I also added Wellington’s own first bishop, Philippe Viard, because I was thinking of his missionary journeys and the way he brought the gospel to New Zealand.
As I walked along I hummed and sang hymns to help me to reflect. Then I realised I needed a ‘theme hymn’ and immediately the words came to me from that powerful hymn, ‘Let all mortal flesh keep silence’. As I walked I knew I didn’t have to say much, but simply to be silent and aware that I was walking in the presence of God.
A breather at Fatima
I had a few days after finishing the Camino before I was due in Rome at the Synod for the Middle East. I spent four of those days at Fatima. They were a real blessing − a time to pray and reflect and to enjoy the peaceful, prayerful atmosphere of a place to which so many people make pilgrimages asking Mary to intercede for them.

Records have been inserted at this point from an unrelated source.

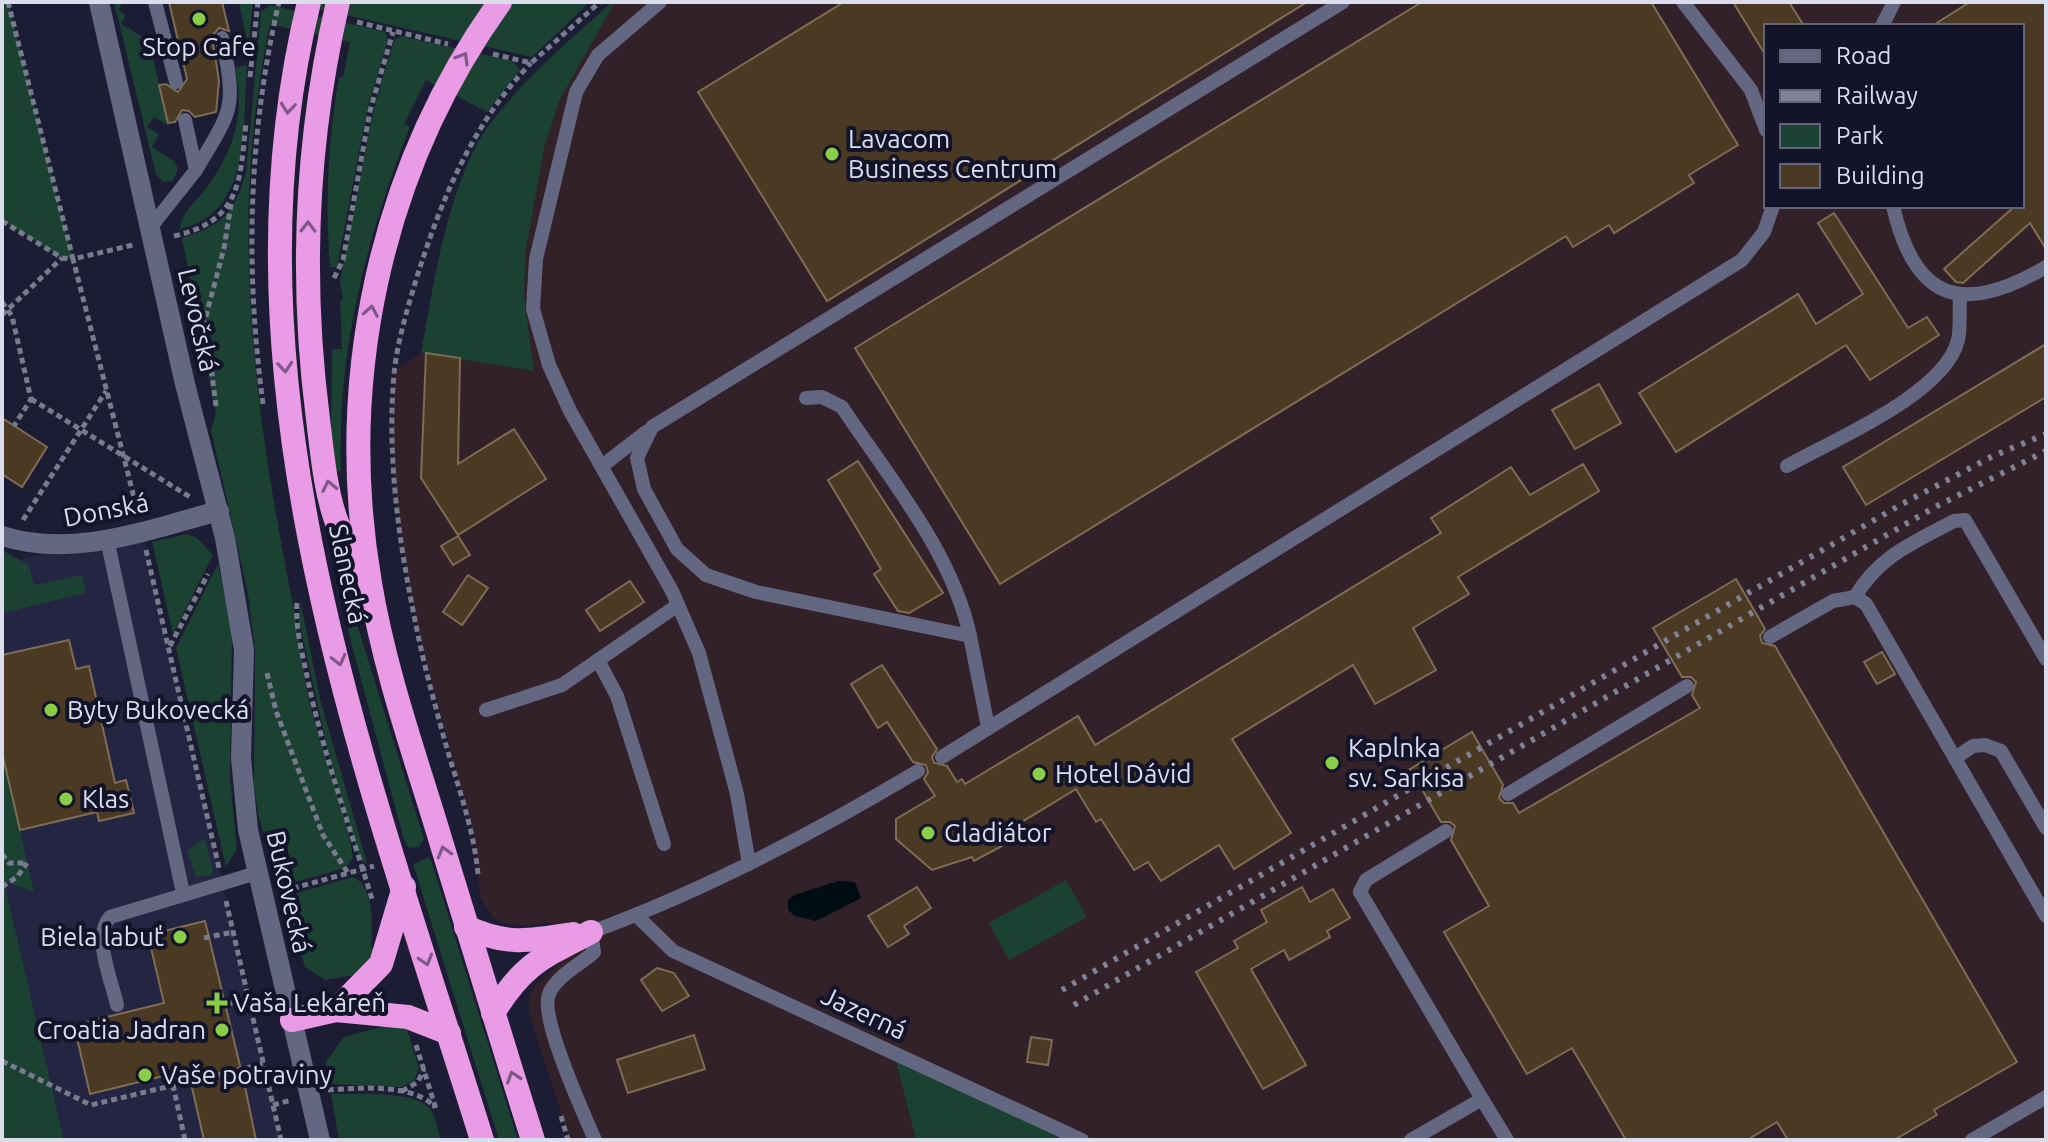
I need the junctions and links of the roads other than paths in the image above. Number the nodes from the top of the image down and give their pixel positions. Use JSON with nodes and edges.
{"nodes":[{"id":1,"x":99,"y":2,"type":"edge"},
{"id":2,"x":155,"y":2,"type":"edge"},
{"id":3,"x":500,"y":2,"type":"edge"},
{"id":4,"x":660,"y":2,"type":"edge"},
{"id":5,"x":1343,"y":2,"type":"edge"},
{"id":6,"x":1683,"y":2,"type":"edge"},
{"id":7,"x":1894,"y":2,"type":"edge"},
{"id":8,"x":299,"y":4,"type":"edge"},
{"id":9,"x":344,"y":11,"type":"edge"},
{"id":10,"x":1883,"y":24,"type":"edge"},
{"id":11,"x":222,"y":38,"type":"dead end"},
{"id":12,"x":176,"y":82,"type":"dead end"},
{"id":13,"x":185,"y":120,"type":"dead end"},
{"id":14,"x":1764,"y":125,"type":"edge"},
{"id":15,"x":196,"y":170,"type":"junction"},
{"id":16,"x":1772,"y":208,"type":"edge"},
{"id":17,"x":1893,"y":208,"type":"edge"},
{"id":18,"x":150,"y":228,"type":"junction"},
{"id":19,"x":2046,"y":267,"type":"edge"},
{"id":20,"x":1960,"y":296,"type":"junction"},
{"id":21,"x":806,"y":398,"type":"dead end"},
{"id":22,"x":652,"y":427,"type":"junction"},
{"id":23,"x":602,"y":466,"type":"junction"},
{"id":24,"x":1787,"y":466,"type":"dead end"},
{"id":25,"x":219,"y":511,"type":"junction"},
{"id":26,"x":2,"y":536,"type":"edge"},
{"id":27,"x":107,"y":539,"type":"junction"},
{"id":28,"x":370,"y":583,"type":"junction"},
{"id":29,"x":1855,"y":597,"type":"junction"},
{"id":30,"x":678,"y":605,"type":"junction"},
{"id":31,"x":970,"y":636,"type":"junction"},
{"id":32,"x":1770,"y":637,"type":"dead end"},
{"id":33,"x":244,"y":650,"type":"joint"},
{"id":34,"x":2046,"y":659,"type":"edge"},
{"id":35,"x":598,"y":660,"type":"junction"},
{"id":36,"x":1687,"y":686,"type":"dead end"},
{"id":37,"x":486,"y":710,"type":"dead end"},
{"id":38,"x":988,"y":727,"type":"junction"},
{"id":39,"x":942,"y":757,"type":"dead end"},
{"id":40,"x":1955,"y":758,"type":"junction"},
{"id":41,"x":918,"y":771,"type":"dead end"},
{"id":42,"x":1508,"y":794,"type":"dead end"},
{"id":43,"x":2046,"y":828,"type":"edge"},
{"id":44,"x":1446,"y":831,"type":"dead end"},
{"id":45,"x":664,"y":844,"type":"dead end"},
{"id":46,"x":749,"y":864,"type":"junction"},
{"id":47,"x":257,"y":873,"type":"junction"},
{"id":48,"x":404,"y":887,"type":"junction"},
{"id":49,"x":183,"y":893,"type":"junction"},
{"id":50,"x":636,"y":915,"type":"junction"},
{"id":51,"x":2046,"y":916,"type":"edge"},
{"id":52,"x":466,"y":927,"type":"junction"},
{"id":53,"x":591,"y":932,"type":"junction"},
{"id":54,"x":117,"y":1005,"type":"dead end"},
{"id":55,"x":336,"y":1010,"type":"junction"},
{"id":56,"x":493,"y":1013,"type":"junction"},
{"id":57,"x":292,"y":1020,"type":"junction"},
{"id":58,"x":449,"y":1033,"type":"junction"},
{"id":59,"x":2046,"y":1097,"type":"edge"},
{"id":60,"x":1482,"y":1099,"type":"junction"},
{"id":61,"x":320,"y":1140,"type":"edge"},
{"id":62,"x":482,"y":1140,"type":"edge"},
{"id":63,"x":533,"y":1140,"type":"edge"},
{"id":64,"x":595,"y":1140,"type":"edge"},
{"id":65,"x":1082,"y":1140,"type":"edge"},
{"id":66,"x":1411,"y":1140,"type":"edge"},
{"id":67,"x":1507,"y":1140,"type":"edge"},
{"id":68,"x":1972,"y":1140,"type":"edge"}],
"edges":[{"from":1,"to":18,"type":"street","name":"Levočská"},
{"from":2,"to":12,"type":"lane"},
{"from":28,"to":3,"type":"highway","one_way":true},
{"from":4,"to":23,"type":"lane"},
{"from":5,"to":22,"type":"lane"},
{"from":6,"to":14,"type":"lane"},
{"from":7,"to":10,"type":"lane"},
{"from":8,"to":48,"type":"highway","name":"Slanecká","one_way":true},
{"from":28,"to":9,"type":"highway","one_way":true},
{"from":11,"to":15,"type":"lane"},
{"from":13,"to":15,"type":"lane"},
{"from":15,"to":18,"type":"lane"},
{"from":16,"to":38,"type":"lane"},
{"from":17,"to":20,"type":"lane"},
{"from":18,"to":25,"type":"street","name":"Levočská"},
{"from":19,"to":20,"type":"lane"},
{"from":20,"to":24,"type":"lane"},
{"from":21,"to":31,"type":"lane"},
{"from":22,"to":23,"type":"lane"},
{"from":22,"to":31,"type":"lane"},
{"from":23,"to":30,"type":"lane"},
{"from":25,"to":27,"type":"street","name":"Donská"},
{"from":25,"to":33,"type":"street","name":"Levočská"},
{"from":26,"to":27,"type":"street","name":"Donská"},
{"from":27,"to":49,"type":"lane"},
{"from":52,"to":28,"type":"highway","name":"Slanecká","one_way":true},
{"from":29,"to":32,"type":"lane"},
{"from":29,"to":34,"type":"lane"},
{"from":29,"to":40,"type":"lane"},
{"from":30,"to":35,"type":"lane"},
{"from":30,"to":46,"type":"lane"},
{"from":31,"to":38,"type":"lane"},
{"from":33,"to":47,"type":"street","name":"Bukovecká"},
{"from":35,"to":37,"type":"lane"},
{"from":35,"to":45,"type":"lane"},
{"from":36,"to":42,"type":"lane"},
{"from":38,"to":39,"type":"lane"},
{"from":40,"to":43,"type":"lane"},
{"from":40,"to":51,"type":"lane"},
{"from":41,"to":46,"type":"lane"},
{"from":44,"to":60,"type":"lane"},
{"from":46,"to":50,"type":"lane"},
{"from":47,"to":49,"type":"lane"},
{"from":47,"to":57,"type":"street","name":"Bukovecká"},
{"from":48,"to":55,"type":"highway"},
{"from":48,"to":58,"type":"highway","name":"Slanecká","one_way":true},
{"from":49,"to":54,"type":"lane"},
{"from":50,"to":53,"type":"lane"},
{"from":50,"to":65,"type":"lane","name":"Jazerná"},
{"from":52,"to":53,"type":"highway"},
{"from":52,"to":56,"type":"highway","name":"Slanecká"},
{"from":53,"to":56,"type":"highway"},
{"from":53,"to":64,"type":"lane"},
{"from":55,"to":57,"type":"highway"},
{"from":55,"to":58,"type":"highway"},
{"from":63,"to":56,"type":"highway","name":"Slanecká","one_way":true},
{"from":57,"to":61,"type":"street","name":"Bukovecká"},
{"from":58,"to":62,"type":"highway","name":"Slanecká"},
{"from":59,"to":68,"type":"lane"},
{"from":60,"to":66,"type":"lane"},
{"from":60,"to":67,"type":"lane"}]}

The time at the synod was hard work because much of it was in other languages and it was difficult to listen and concentrate on translations. However, to hear of the experiences of Christians in the Middle East, the difficulties they face, the political situations which don’t always allow them to express their faith, again showed me how privileged and blessed we are.
Then in the middle of the synod there were the celebrations for the canonisation of St Mary of the Cross MacKillop. They were wonderful days with a song and dance presentation of Mary’s life the night before the canonisation, a Thanksgiving Mass at St Pauls Outside the Walls with about 7,000 Australians and a few Kiwis scattered through the congregation.
In many ways for me this was the highlight of the celebrations because everyone was able to focus on St MaryMacKillop alone − at the canonisation ceremony there had been five other saints, from Italy, Spain, Canada, Poland and Germany.
When I returned I was delighted to find those words of St Mary of the Cross in our own cathedral. ‘Believe in the whisperings of God to your own heart’.
I had the opportunity to do that particularly on my pilgrimage across Spain and I am deeply and immensely grateful.
My hope, my prayer, for each one of us is that we continue to find space – even if it is only a few minutes each day – to ponder and reflect and to believe in the whisperings of God to our own heart.